Sunshine fills the room, the bright desert blinding me through the large picture window. The fluffy comforter is cozy, so I snuggle under, avoiding the reality of day for as long as I can.
Daylight! My eyelids fly open and I sit up abruptly, looking around the room for Dalton. He’s not in bed, so I call for him, “Dalton? You here?” Flipping the covers from my legs, I slip out of bed and hurry into the living room. “Dalton?”
I scan the balcony and look for clues to where he might be. Then I see it… and try to gulp down the dread lumping in my throat.
A note sits on the bar, a pen next to it. I walk closer, trepidation filling every step. I don’t pick it up. I don’t even touch it—my heart and head both fearing the worst. When I’m close, I take one last look around the suite for any signs he still might be here. When I don’t see any, I look down and read:
Dear Holliday,
Please don’t hate me for not waking you. No reason both of us should suffer without sleep. Anyway, I’m terrible at goodbyes. I’d rather you remember our goodnight.
Dalton
I stand there rereading the note countless times before I take it, grabbing my phone from the counter, and go back to the bedroom. After climbing back into the middle of the large bed, I pull the covers over me and hold the note to my chest. Then I lose my mind and do crazy girl shit. I smell his pillow. I bury my face straight down into it and do a full inhale. When I come back up, I decide right then and there that the pillow is coming home with me… that and the fruit basket that was knocked off the table last night. Also the Gatorade because I’m thirsty and after all the sexual fun we had over the last twenty-four hours, I probably need some electrolytes replenished.

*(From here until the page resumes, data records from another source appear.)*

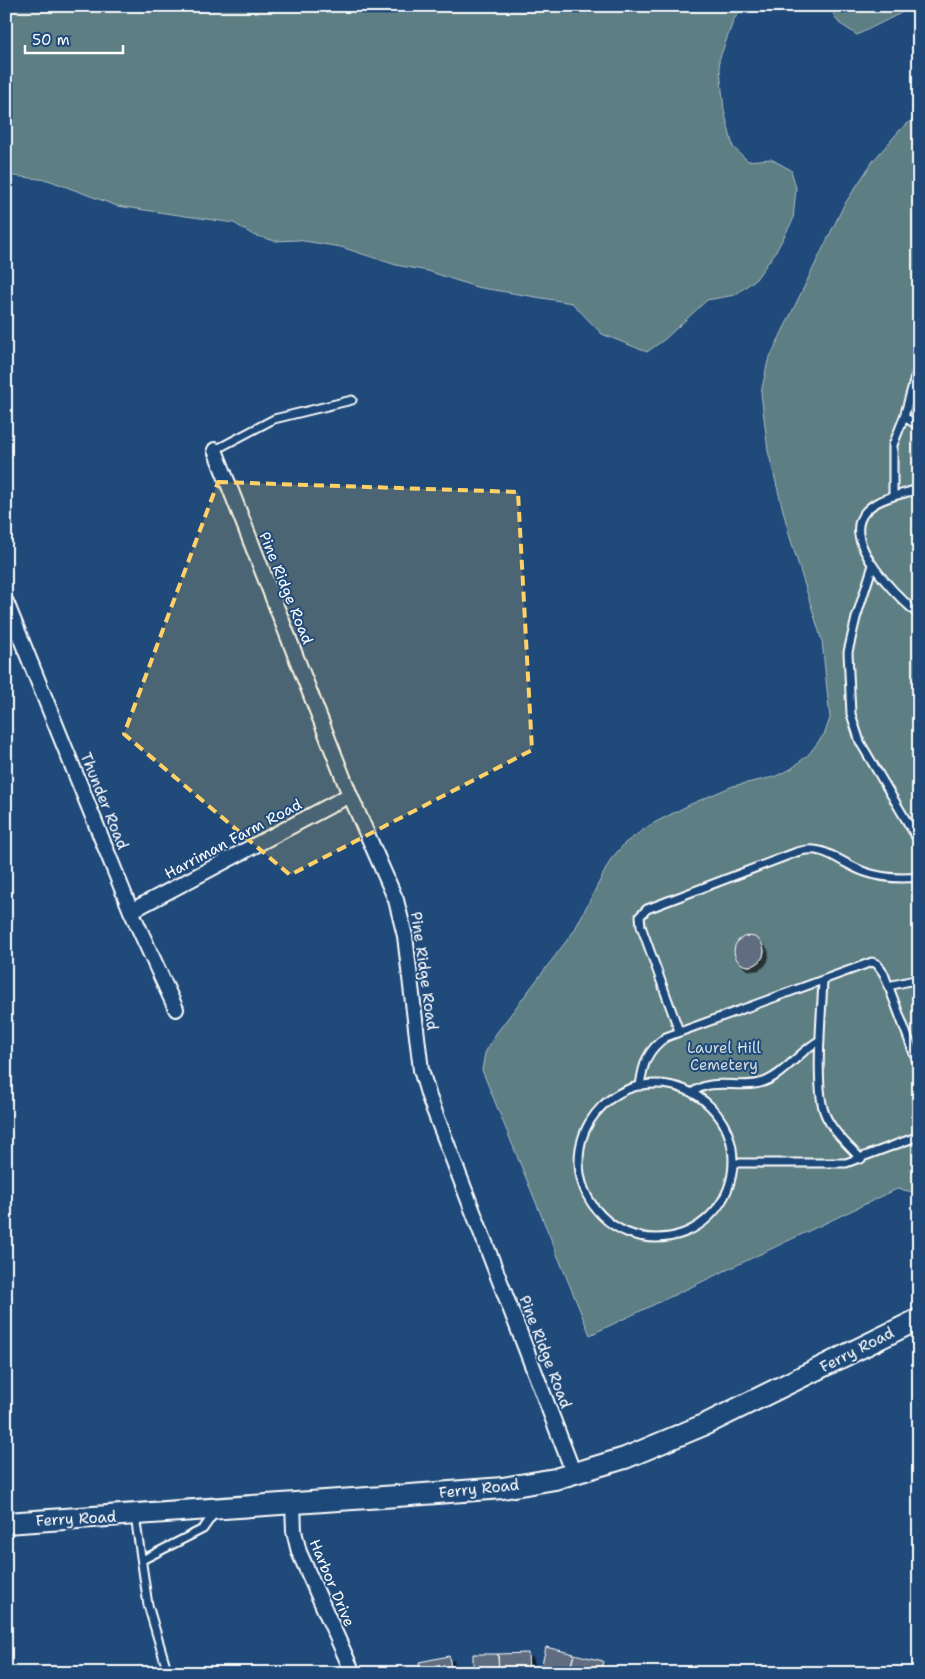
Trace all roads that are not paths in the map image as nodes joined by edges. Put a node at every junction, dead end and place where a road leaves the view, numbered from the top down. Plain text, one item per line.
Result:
1 (919, 363) edge
2 (352, 400) dead end
3 (904, 417) junction
4 (919, 426) edge
5 (215, 450) joint
6 (919, 488) edge
7 (893, 496) junction
8 (873, 565) junction
9 (6, 602) edge
10 (919, 615) edge
11 (350, 795) junction
12 (919, 842) edge
13 (919, 877) edge
14 (131, 911) junction
15 (919, 979) edge
16 (823, 980) junction
17 (888, 986) junction
18 (176, 1009) dead end
19 (679, 1031) junction
20 (820, 1040) junction
21 (919, 1067) edge
22 (640, 1086) junction
23 (692, 1093) junction
24 (919, 1136) edge
25 (860, 1159) junction
26 (733, 1163) junction
27 (918, 1323) edge
28 (574, 1474) junction
29 (293, 1504) junction
30 (217, 1510) junction
31 (135, 1516) junction
32 (6, 1523) edge
33 (142, 1560) junction
34 (168, 1673) edge
35 (353, 1673) edge

1 - 3 lane
2 - 5 lane
3 - 4 lane
3 - 7 lane
5 - 11 street, Pine Ridge Road
6 - 7 lane
7 - 8 lane
8 - 10 lane
8 - 12 lane
9 - 14 street, Thunder Road
11 - 14 street, Harriman Farm Road
11 - 28 street, Pine Ridge Road
13 - 19 lane
14 - 18 street, Thunder Road
15 - 17 lane
16 - 17 lane
16 - 19 lane
16 - 20 lane
17 - 21 lane
19 - 22 lane
20 - 23 lane
20 - 25 lane
22 - 23 lane
22 - 26 lane
23 - 26 lane
24 - 25 lane
25 - 26 lane
27 - 28 main road, Ferry Road
28 - 29 main road, Ferry Road
29 - 30 main road, Ferry Road
29 - 35 street, Harbor Drive
30 - 31 main road, Ferry Road
30 - 33 lane
31 - 32 main road, Ferry Road
31 - 33 lane
33 - 34 lane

Noticing the time, I know I should get up and go back to my room. Although I texted Tracy to let her know I wouldn’t be coming back last night, she still might be worried. I crawl out of bed twenty minutes later and start gathering my clothes that are scattered in various locations around the suite. My T-shirt is in the bedroom though I distinctly remember it coming off in the living room. My jeans are under the dining table next to the one remaining unopened condom package. My lace undies are in shreds with pieces in the kitchen, dining area and on the balcony. I find one shoe, but after an exhaustive search, I give up on the other.
I get dressed and walk the around one last time, remembering how in this room, being together, it felt like we ruled the world.

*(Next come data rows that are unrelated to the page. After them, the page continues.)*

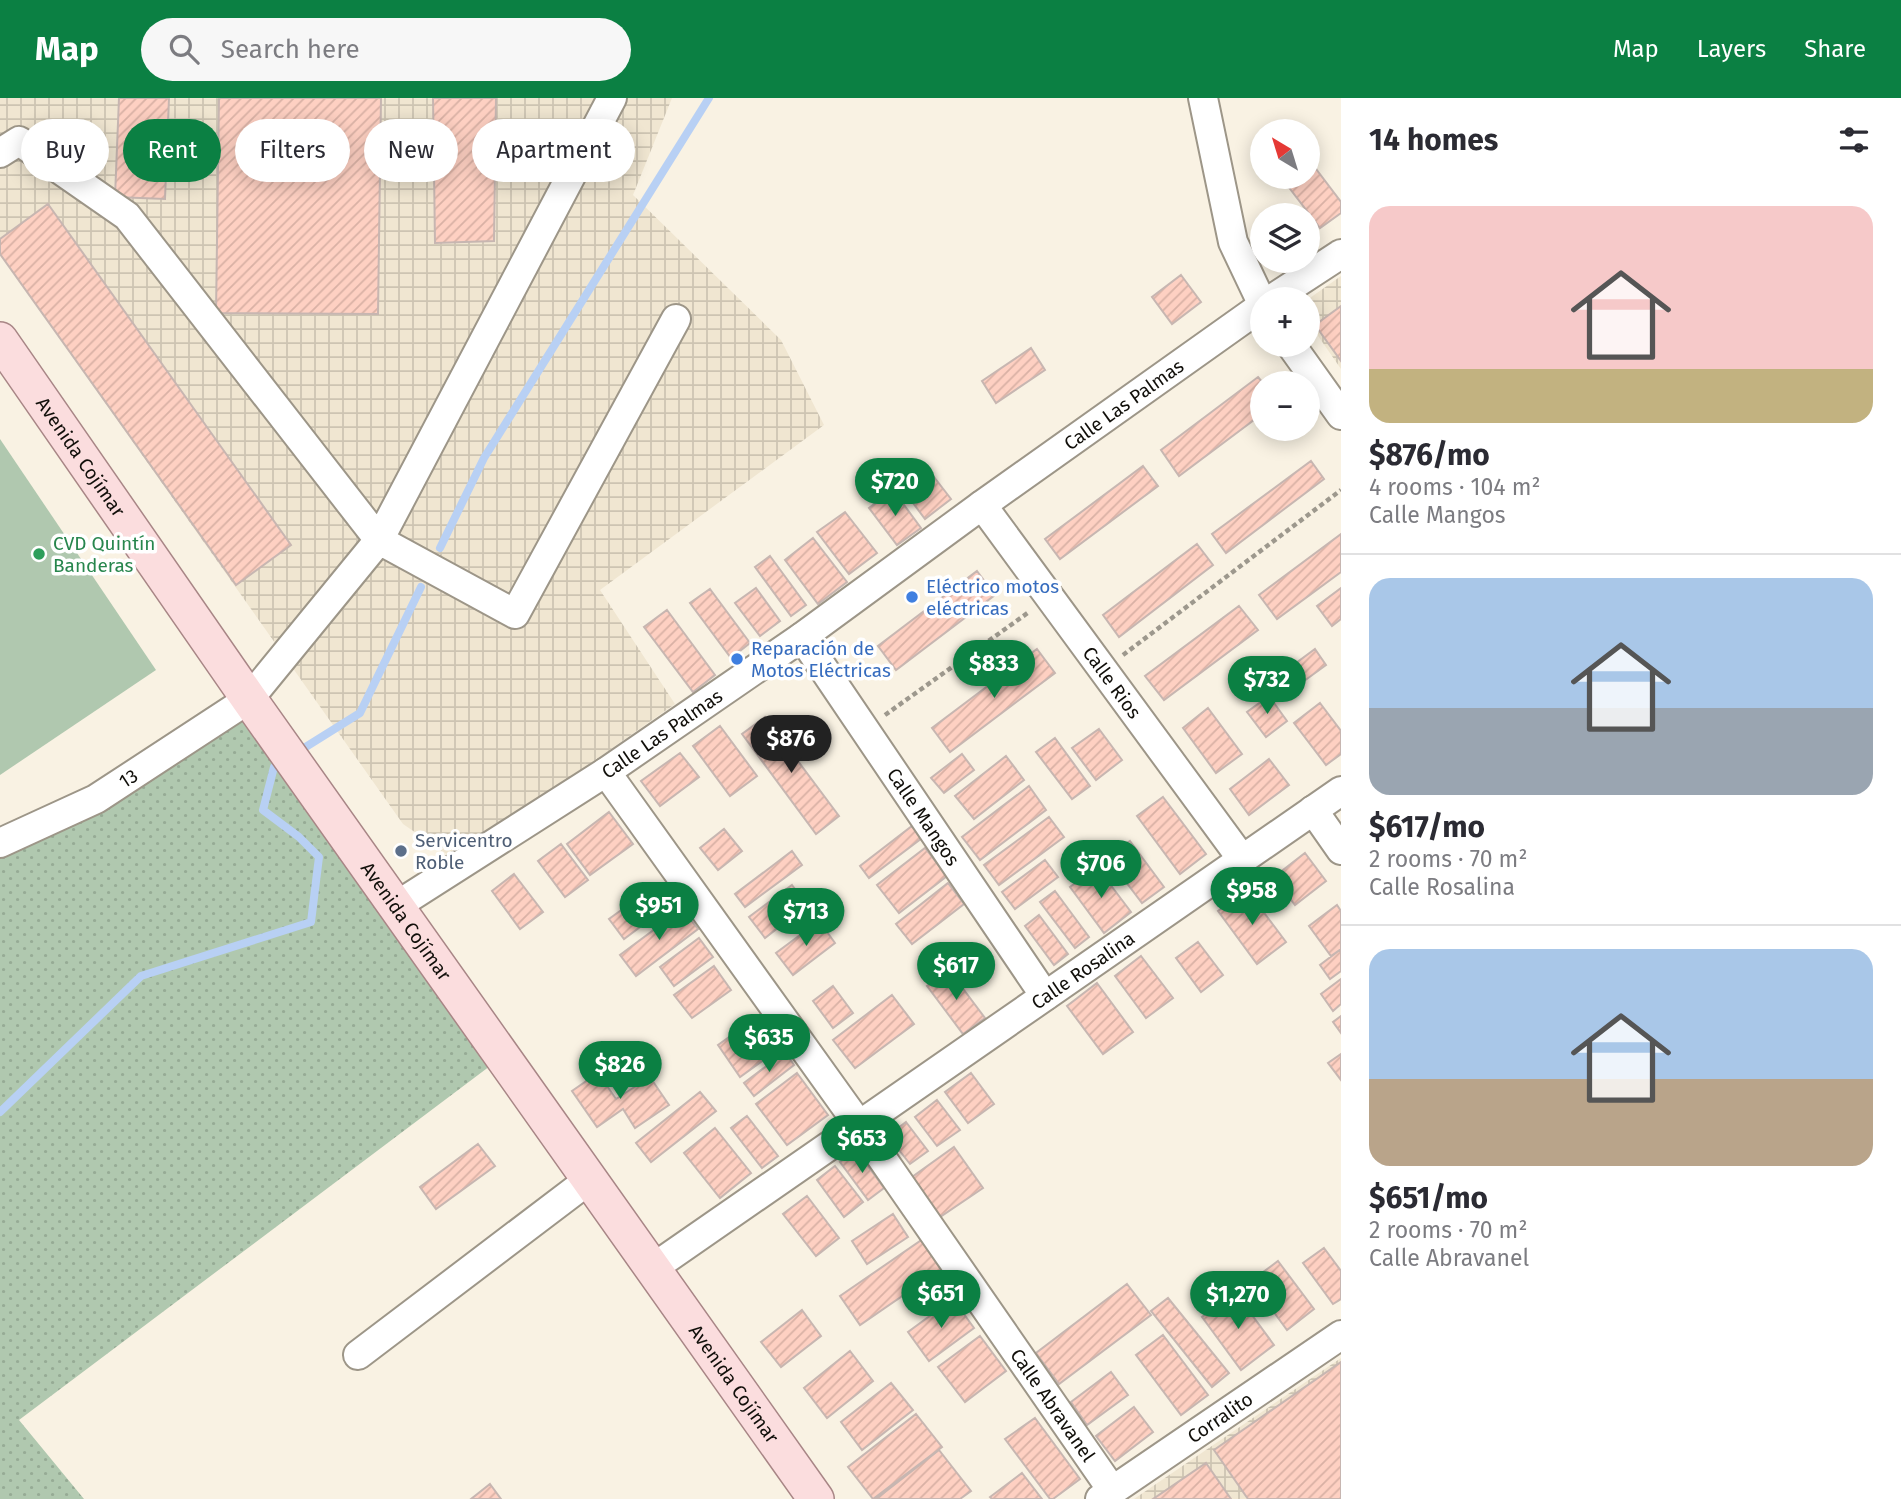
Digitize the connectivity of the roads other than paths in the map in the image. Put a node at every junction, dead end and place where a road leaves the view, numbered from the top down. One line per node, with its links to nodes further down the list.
1 (612, 98): 13 (street, 13)
2 (1203, 98): 5 (street)
3 (0, 153): 13 (street)
4 (1341, 254): 6 (street)
5 (1254, 287)
6 (1290, 287)
7 (1250, 313): 12 (street, Calle Las Palmas)
8 (676, 319): 13 (street)
9 (0, 340): 15 (main road, Avenida Cojímar)
10 (1300, 357): 11 (street)
11 (1341, 415)
12 (982, 505): 14 (street, Calle Las Palmas); 21 (street, Calle Rios)
13 (379, 540): 15 (street, 13)
14 (802, 637): 16 (street, Calle Las Palmas); 23 (street, Calle Mangos)
15 (249, 699): 19 (street, 13); 22 (main road, Avenida Cojímar)
16 (606, 772): 22 (street, Calle Las Palmas); 24 (street, Calle Abravanel)
17 (1341, 791): 18 (street, Calle Rosalina)
18 (1313, 810): 20 (street); 21 (street, Calle Rosalina)
19 (0, 843)
20 (1341, 850)
21 (1242, 859): 23 (street, Calle Rosalina)
22 (396, 906): 25 (main road, Avenida Cojímar)
23 (1045, 996): 24 (street, Calle Rosalina)
24 (859, 1125): 26 (street, Calle Rosalina); 29 (street, Calle Abravanel)
25 (590, 1179): 26 (main road, Avenida Cojímar); 28 (street)
26 (653, 1268): 30 (main road, Avenida Cojímar)
27 (1341, 1335): 29 (street, Corralito)
28 (358, 1355)
29 (1106, 1495)
30 (816, 1499)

Making sure to grab my note from him, I tuck my phone into my back pocket and go to the door. It feels sad as if the goodbye meant for Dalton is transferred to the room, heavy emotions coming over me. “Goodbye.”

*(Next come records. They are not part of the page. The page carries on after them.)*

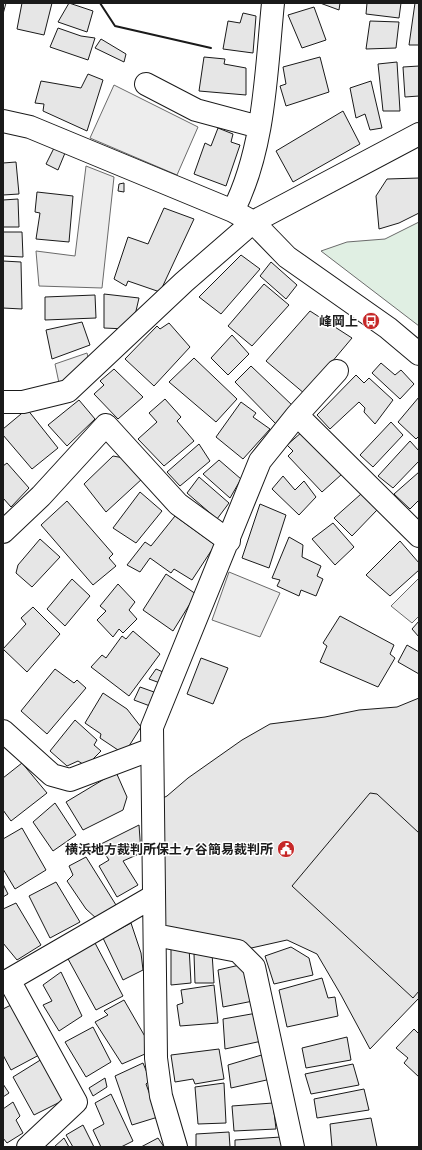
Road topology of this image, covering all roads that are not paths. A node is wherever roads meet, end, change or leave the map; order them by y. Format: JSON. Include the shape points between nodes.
{"nodes":[{"id":1,"x":273,"y":3,"type":"edge"},
{"id":2,"x":146,"y":84,"type":"dead end"},
{"id":3,"x":3,"y":121,"type":"edge"},
{"id":4,"x":259,"y":127,"type":"junction"},
{"id":5,"x":419,"y":134,"type":"edge"},
{"id":6,"x":233,"y":211,"type":"junction"},
{"id":7,"x":253,"y":222,"type":"junction"},
{"id":8,"x":419,"y":354,"type":"edge"},
{"id":9,"x":337,"y":372,"type":"dead end"},
{"id":10,"x":3,"y":402,"type":"edge"},
{"id":11,"x":297,"y":415,"type":"junction"},
{"id":12,"x":3,"y":532,"type":"edge"},
{"id":13,"x":419,"y":536,"type":"edge"},
{"id":14,"x":229,"y":541,"type":"junction"},
{"id":15,"x":3,"y":731,"type":"edge"},
{"id":16,"x":152,"y":749,"type":"junction"},
{"id":17,"x":154,"y":896,"type":"junction"},
{"id":18,"x":155,"y":935,"type":"junction"},
{"id":19,"x":28,"y":1147,"type":"edge"},
{"id":20,"x":176,"y":1147,"type":"edge"},
{"id":21,"x":293,"y":1147,"type":"edge"}],
"edges":[{"from":1,"to":4,"type":"street"},
{"from":2,"to":4,"type":"street","via":[[196,110]]},
{"from":3,"to":6,"type":"street","via":[[30,126]]},
{"from":4,"to":6,"type":"street","via":[[243,191]]},
{"from":5,"to":7,"type":"street"},
{"from":6,"to":7,"type":"street"},
{"from":7,"to":8,"type":"street","via":[[287,257],[374,327]]},
{"from":7,"to":10,"type":"street","via":[[184,282],[68,391],[23,402]]},
{"from":9,"to":11,"type":"street"},
{"from":11,"to":13,"type":"street"},
{"from":11,"to":14,"type":"street","via":[[260,461]]},
{"from":12,"to":14,"type":"street","via":[[42,496],[106,425],[178,504]]},
{"from":14,"to":16,"type":"street","via":[[152,727]]},
{"from":15,"to":16,"type":"street","via":[[52,775],[70,780]]},
{"from":16,"to":17,"type":"street"},
{"from":17,"to":18,"type":"street"},
{"from":17,"to":19,"type":"street","via":[[9,980],[76,1102]]},
{"from":18,"to":20,"type":"street","via":[[156,1058],[161,1096]]},
{"from":18,"to":21,"type":"street","via":[[238,951],[254,967]]}]}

When I open the door, I spot my shoe just outside on the floor. I slip it on, not quite sure how it ended up out there, but it allows me to walk away from this love nest a little less shamefully and with a smile on my face.
“It’s easy to lose yourself if that’s what you want. I don’t.” ~Johnny Outlaw
This is ridiculous. I barely know the man. The excitement I felt from our weekend together in Vegas has been replaced by a strange dull ache, much like heartburn, but antacids won’t make it go away. A little warning about these changes in emotion would have been nice, but I got nothing from Tracy on our drive back. Maybe nobody knows because nobody has felt the way I feel about Dalton. At least that’s what it feels like to me.
I’m an independent woman. I shouldn’t be letting some guy run away with my more sensible side. Yet here I sit staring at my computer on Monday afternoon, the Bite Me Lime dancing across the large monitor in front of me, and I realize I’m being utterly ridiculous.